I think most tourists like taking photographs. The guests who homestay with me usually purchase digital SLR (single-lens reflex) cameras in Akihabara electric town on the first day of their visit. (Canon seems to be popular!)

I recommend that photography enthusiasts like them visit the "Tokyo Metropolitan Museum of Photography". It is located in Ebisu, in the center in Tokyo, and it is easily reached from the station. Interesting exhibitions are held there all the time.

From 14 June the "World Press Photo 2008" exhibition will be held there.

The "World Press Photo 2008" exhibition at the Tokyo Metropolitan Museum of Photography
Opens: Saturday, 14 June

[Information]
Period: Saturday, 14 June 2008 - Sunday, 10 August 2008
Closed: Every Monday (Closed on Tuesday if Monday is a national holiday)
Venue: Images & Technology Gallery, B1F
Admission: Adults - Y700 (Y560)/College Students - Y600 (Y480)/High School and Junior High School Students, Persons over 65 - Y400 (Y320)

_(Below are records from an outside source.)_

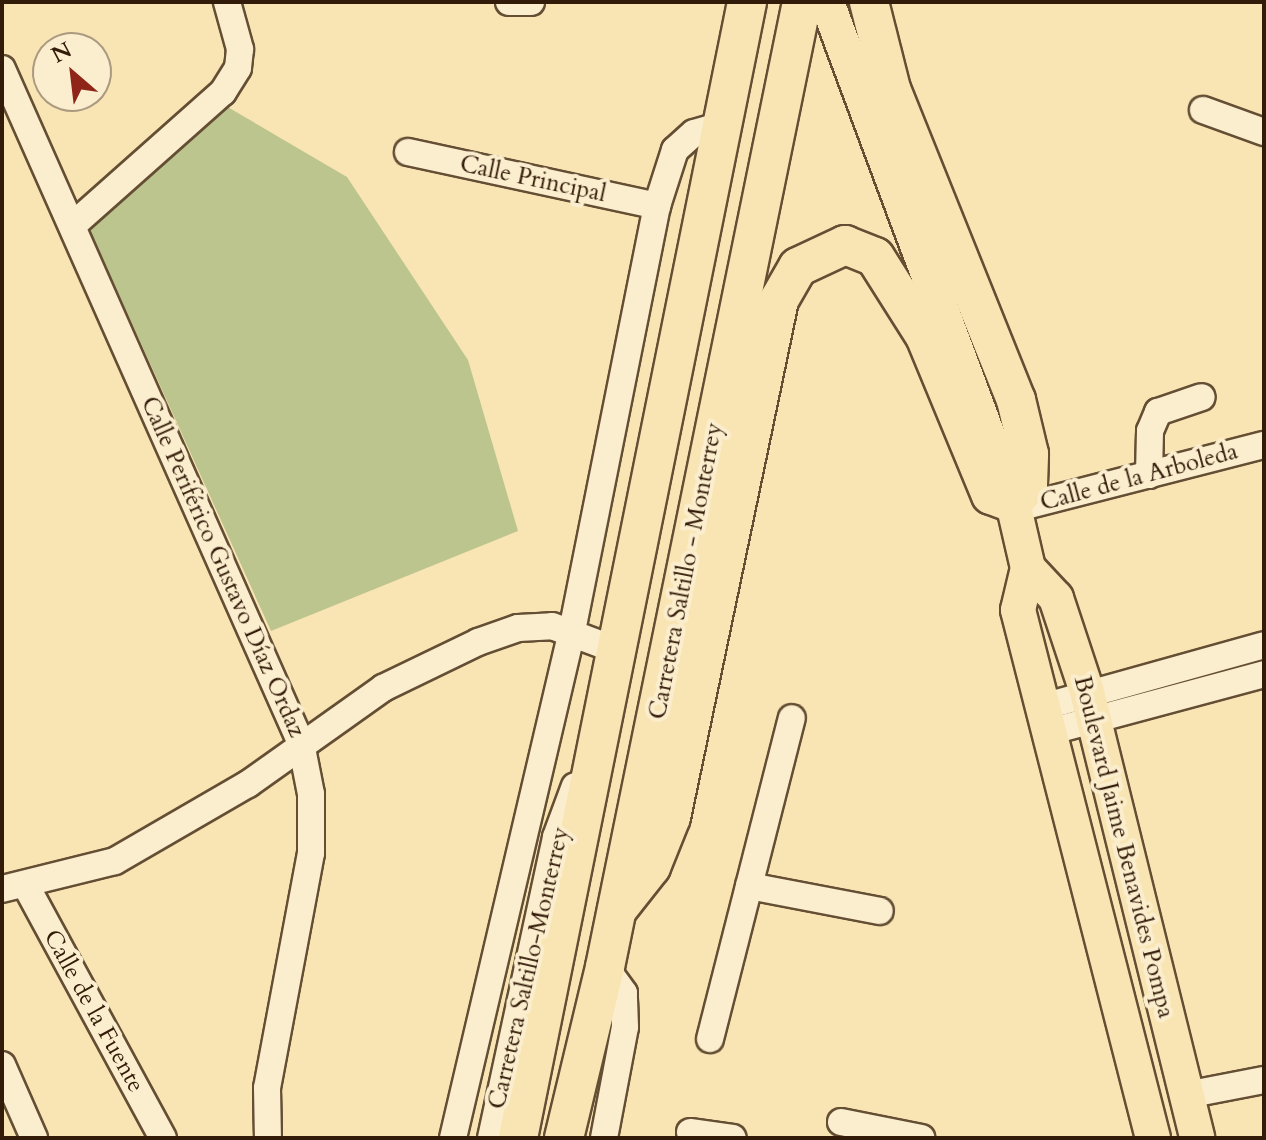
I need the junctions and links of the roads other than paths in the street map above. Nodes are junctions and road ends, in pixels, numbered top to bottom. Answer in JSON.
{"nodes":[{"id":1,"x":227,"y":2,"type":"edge"},
{"id":2,"x":509,"y":2,"type":"edge"},
{"id":3,"x":531,"y":2,"type":"edge"},
{"id":4,"x":747,"y":2,"type":"edge"},
{"id":5,"x":802,"y":2,"type":"edge"},
{"id":6,"x":827,"y":2,"type":"edge"},
{"id":7,"x":869,"y":2,"type":"edge"},
{"id":8,"x":2,"y":69,"type":"edge"},
{"id":9,"x":1203,"y":110,"type":"dead end"},
{"id":10,"x":725,"y":124,"type":"junction"},
{"id":11,"x":1264,"y":132,"type":"edge"},
{"id":12,"x":408,"y":152,"type":"dead end"},
{"id":13,"x":657,"y":206,"type":"junction"},
{"id":14,"x":73,"y":225,"type":"junction"},
{"id":15,"x":1202,"y":397,"type":"dead end"},
{"id":16,"x":1264,"y":445,"type":"edge"},
{"id":17,"x":1149,"y":475,"type":"junction"},
{"id":18,"x":1013,"y":506,"type":"junction"},
{"id":19,"x":1028,"y":568,"type":"junction"},
{"id":20,"x":572,"y":631,"type":"junction"},
{"id":21,"x":1264,"y":645,"type":"edge"},
{"id":22,"x":616,"y":650,"type":"junction"},
{"id":23,"x":1264,"y":674,"type":"edge"},
{"id":24,"x":1090,"y":707,"type":"junction"},
{"id":25,"x":604,"y":708,"type":"junction"},
{"id":26,"x":792,"y":718,"type":"dead end"},
{"id":27,"x":1049,"y":718,"type":"junction"},
{"id":28,"x":301,"y":743,"type":"junction"},
{"id":29,"x":749,"y":886,"type":"junction"},
{"id":30,"x":14,"y":887,"type":"edge"},
{"id":31,"x":617,"y":910,"type":"junction"},
{"id":32,"x":880,"y":911,"type":"dead end"},
{"id":33,"x":605,"y":967,"type":"junction"},
{"id":34,"x":710,"y":1039,"type":"dead end"},
{"id":35,"x":2,"y":1065,"type":"edge"},
{"id":36,"x":1264,"y":1080,"type":"edge"},
{"id":37,"x":1186,"y":1095,"type":"junction"},
{"id":38,"x":841,"y":1122,"type":"dead end"},
{"id":39,"x":690,"y":1132,"type":"dead end"},
{"id":40,"x":34,"y":1138,"type":"edge"},
{"id":41,"x":163,"y":1138,"type":"edge"},
{"id":42,"x":268,"y":1138,"type":"edge"},
{"id":43,"x":453,"y":1138,"type":"edge"},
{"id":44,"x":491,"y":1138,"type":"edge"},
{"id":45,"x":518,"y":1138,"type":"edge"},
{"id":46,"x":564,"y":1138,"type":"edge"},
{"id":47,"x":604,"y":1138,"type":"edge"},
{"id":48,"x":733,"y":1138,"type":"edge"},
{"id":49,"x":921,"y":1138,"type":"edge"},
{"id":50,"x":1153,"y":1138,"type":"edge"},
{"id":51,"x":1197,"y":1138,"type":"edge"}],
"edges":[{"from":1,"to":14,"type":"street"},
{"from":2,"to":3,"type":"street"},
{"from":4,"to":10,"type":"highway","name":"Carretera Saltillo - Monterrey"},
{"from":5,"to":31,"type":"highway","name":"Carretera Saltillo - Monterrey"},
{"from":6,"to":18,"type":"main road","name":"Boulevard Jaime Benavides Pompa"},
{"from":7,"to":18,"type":"highway"},
{"from":8,"to":14,"type":"street","name":"Calle Periférico Gustavo Díaz Ordaz"},
{"from":9,"to":11,"type":"street"},
{"from":10,"to":13,"type":"street"},
{"from":10,"to":22,"type":"highway","name":"Carretera Saltillo - Monterrey"},
{"from":12,"to":13,"type":"street","name":"Calle Principal"},
{"from":13,"to":20,"type":"street"},
{"from":14,"to":28,"type":"street","name":"Calle Periférico Gustavo Díaz Ordaz"},
{"from":15,"to":17,"type":"street"},
{"from":16,"to":17,"type":"street","name":"Calle de la Arboleda"},
{"from":17,"to":18,"type":"street","name":"Calle de la Arboleda"},
{"from":18,"to":19,"type":"main road","name":"Boulevard Jaime Benavides Pompa"},
{"from":18,"to":31,"type":"highway"},
{"from":19,"to":24,"type":"main road","name":"Boulevard Jaime Benavides Pompa"},
{"from":19,"to":27,"type":"main road","name":"Boulevard Jaime Benavides Pompa"},
{"from":20,"to":22,"type":"street"},
{"from":20,"to":28,"type":"street"},
{"from":20,"to":43,"type":"street"},
{"from":21,"to":24,"type":"street"},
{"from":22,"to":25,"type":"highway","name":"Carretera Saltillo - Monterrey"},
{"from":23,"to":24,"type":"street"},
{"from":24,"to":27,"type":"street"},
{"from":24,"to":37,"type":"main road","name":"Boulevard Jaime Benavides Pompa"},
{"from":25,"to":44,"type":"street","name":"Carretera Saltillo-Monterrey"},
{"from":25,"to":45,"type":"highway","name":"Carretera Saltillo - Monterrey"},
{"from":26,"to":29,"type":"street"},
{"from":27,"to":50,"type":"main road","name":"Boulevard Jaime Benavides Pompa"},
{"from":28,"to":30,"type":"street"},
{"from":28,"to":42,"type":"street","name":"Calle Periférico Gustavo Díaz Ordaz"},
{"from":29,"to":32,"type":"street"},
{"from":29,"to":34,"type":"street"},
{"from":30,"to":41,"type":"street","name":"Calle de la Fuente"},
{"from":31,"to":33,"type":"highway","name":"Carretera Saltillo - Monterrey"},
{"from":33,"to":46,"type":"highway","name":"Carretera Saltillo - Monterrey"},
{"from":33,"to":47,"type":"street"},
{"from":35,"to":40,"type":"street"},
{"from":36,"to":37,"type":"street"},
{"from":37,"to":51,"type":"main road","name":"Boulevard Jaime Benavides Pompa"},
{"from":38,"to":49,"type":"street"},
{"from":39,"to":48,"type":"street"}]}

*The figures in parentheses refer to the group discount rate applicable to groups of 20 people or more and the discount rate applicable to members of the Tokyo Metropolitan Museum of Photography.
*Admission is free of charge for children of primary school age or younger, disabled persons and their carers.
*Admission is free of charge for persons aged 65 or older on the third Wednesday of each month.

[Access]
About 7 minutes on foot (via Sky Walk) from JR Ebisu station's east gate.

Yebisu Garden Place

[Address]
Yebisu Garden Place, 1-13-3 Mita, Meguro-ku, Tokyo

[Tel]
03-3280-0099

[Open]
10:00 - 18:00 (Thursday & Friday open until 20:00)
*Last entry is 30 minutes before closing. However, timings differ for every show at the first floor theater.
*For more information, please contact us.

[URL]
http://www.syabi.com/index_eng.shtml

[Hotels]
Near Roppongi Station

Near Ebisu Station



[ 2008.06.13 | Art & Culture | Tomoe | PermaLink ]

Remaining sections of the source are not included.